How I move them depends on how much patience I have at the moment and how much of a hurry I'm in. If I have time to spare I'll just open their container and allow them to wander out on their own and into the new container. If I'm in a hurry, I will use a tool, like a soft bristled water color paint brush, which a whole package can be purchased for cheap in a dollar store. I lightly touch their back legs, being careful to hold my hand very steady, even if they decide to bolt. They're going to need to rely on your steady nerves. Sometimes they'll bolt out and run up your arm. Best thing you can do is try to have someone present when you do this, that way they can extract the animal from the center of your back should they go there, lol, which sometimes is a favorite place for them to go!! Usually though you can just corral them with the brush onto your hand or into the other container without incident! Chances of being bit are slim, so no need to worry about that really, because if you do worry it'll make your nerves more jumpy and then you're more apt to possibly harm the t. So it's best just to have confidence that you can handle the situation and react calmly to anything unexpected! Tarantula bites aren't even as bad as a bee sting (most species, not all!). Poecilotheria species are a different story!


Hope that helps a little,

Paul


----------



## phoenixxavierre (Jul 2, 2003)

> _Originally posted by Paladin _
> *while we're on the subject, during the time the slingis i a vial, do u just drip a few water drops on the substrate? as long at the substrate is moist everything should be fine right? *


Hi Paladin,

Yes, that's what I do, drip enough water in there for them to drink from, but I don't flood the vial either. For most spiderlings a moist substrate works fine, except for some desert species or scrubland species but they do need enough to drink from. They can draw the water from the substrate from what I've seen. 

Best wishes,

Paul


----------



## Blackmelo (Dec 5, 2007)

*My input is inputting*

Hey hey,
just got myself a few 1 inch GBB myself. 

I have to say I am amazed at the markings they have got compared to my other slings. They look a lot like a tiger rump atm.

It's a shame they grow all those orange hairs later on to cover up these markings.

Normally to move my slings, like mentioned I just prod the tarantula's back leg with an ear cleaner and the t will move. These GBB's however were all very active when I was moving them and it only took about 20 seconds for them to move from one container to the next on their own accord.

One decided he didn't want to move so I used the good ol ear cleaner but as soon as I touched his legs he pounced at it. Haven't seen a sling move that fast in a while, he actually got his legs stuck to the cotton wool on the ear cleaner in the manouvre, lol.

These look like really active tarantulas which is promising.
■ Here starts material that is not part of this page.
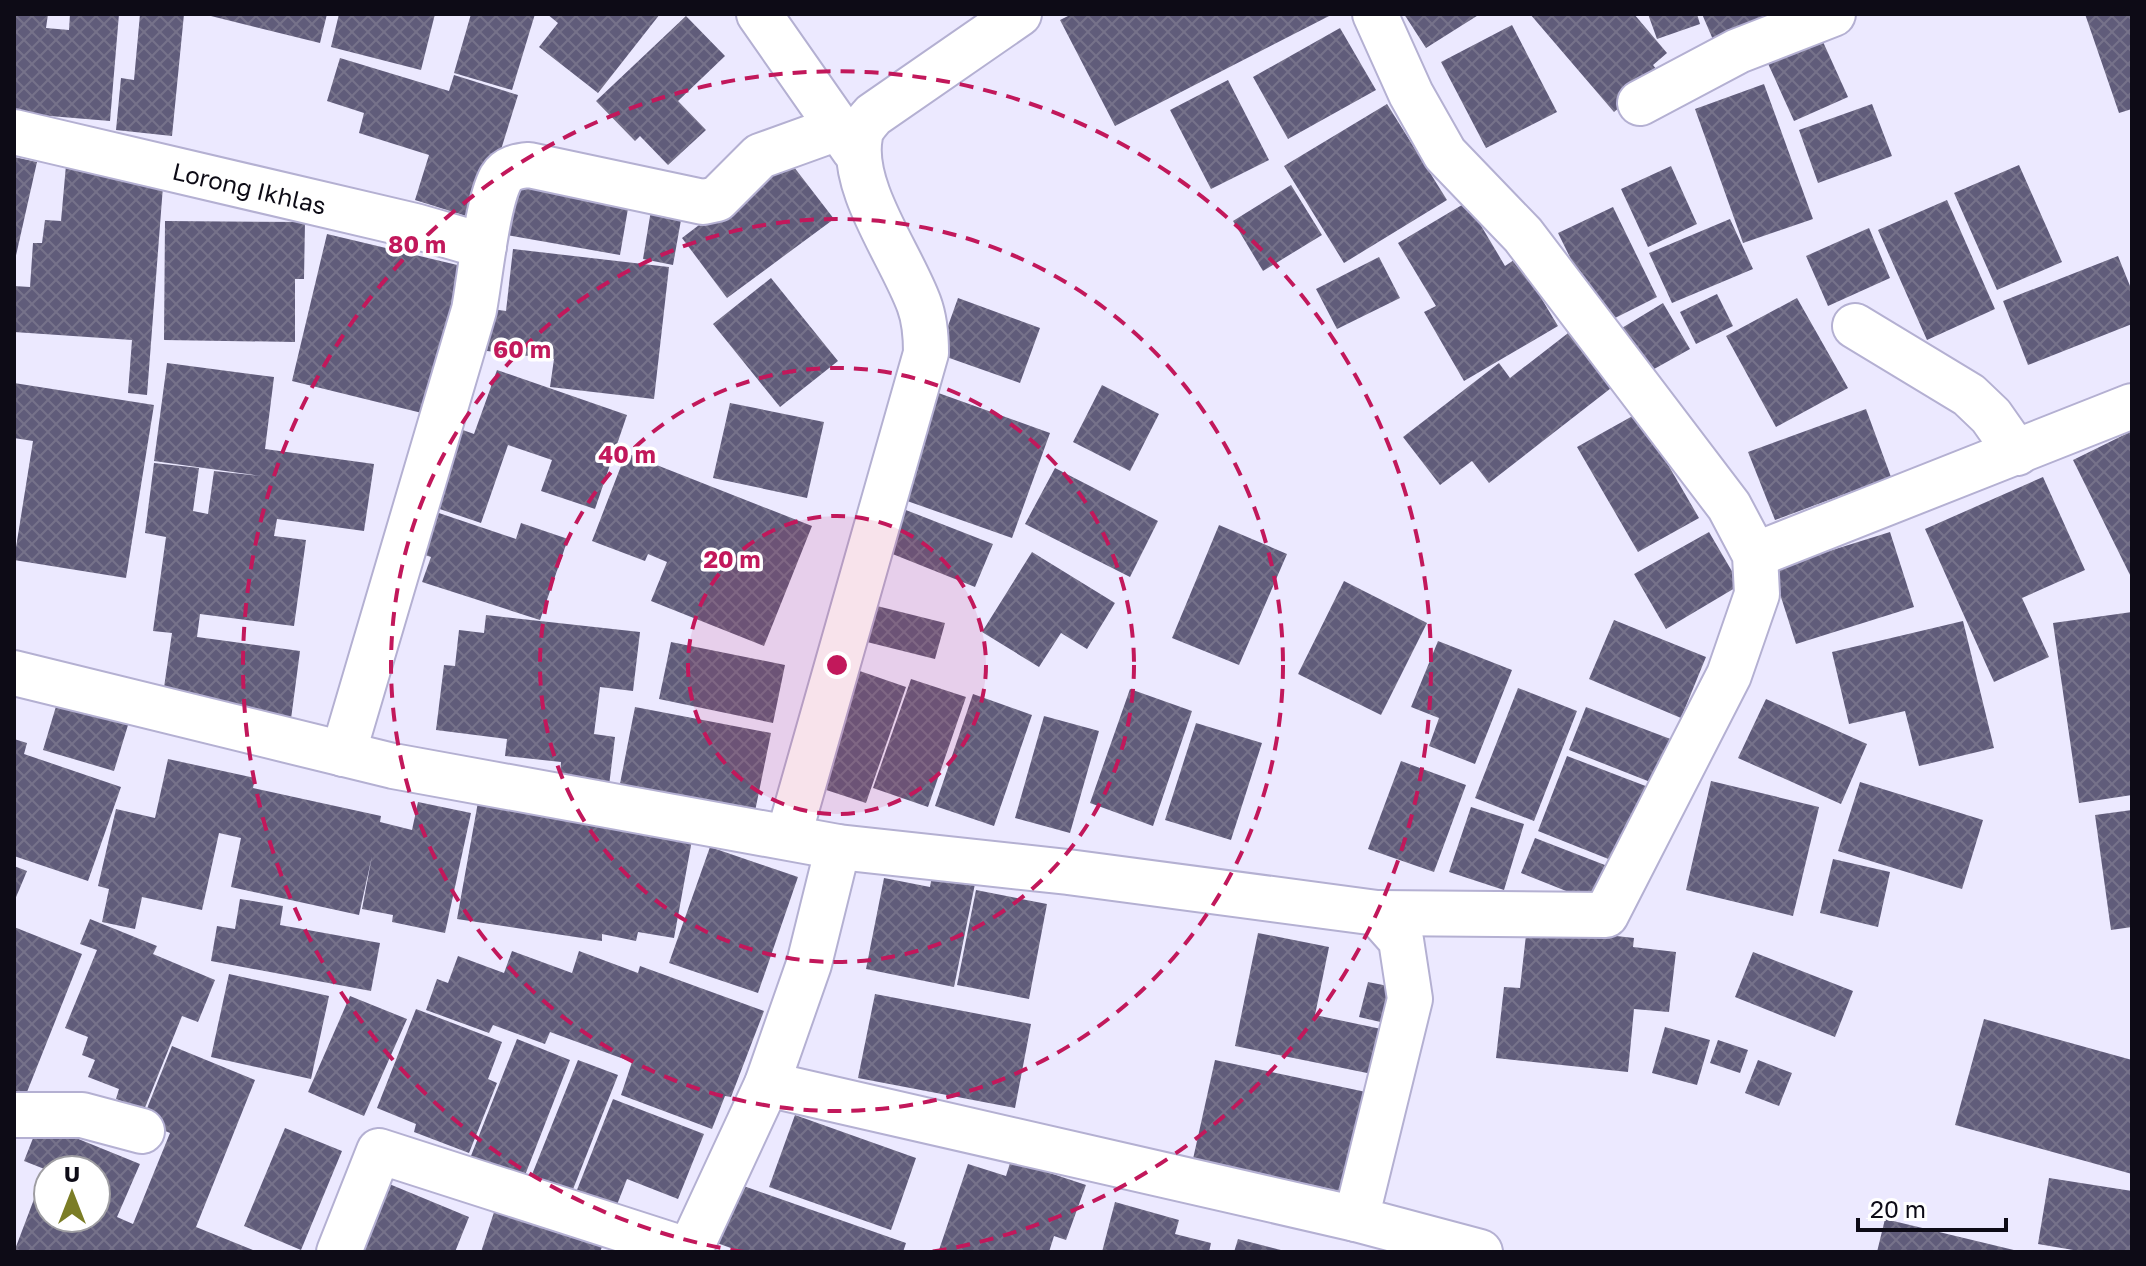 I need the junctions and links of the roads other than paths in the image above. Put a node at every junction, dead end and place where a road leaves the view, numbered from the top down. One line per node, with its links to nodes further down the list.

They all managed to attack the fly I gave them within 10 seconds  

But enough of that, I have come to answer the original question which was what the main differences between keeping adult and sling was.

Most things have been mentioned already:

- No water dish needed but higher humidity, few drops a day to moisten soil works well.

- container should be 1.5 - 2 times the legspan of the Tarantula max or the T does not feel secure.

- They can be fed as little as 1 time a week however who wants a slow growing Tarantula? I aim for about 1 fruit fly per day, I have been told that irregular feeding patterns are favoured to simulate nature more...
Who knows, I do throw in dead crickets 3 times the size of fruit flies and don't feed for next two days if I do that.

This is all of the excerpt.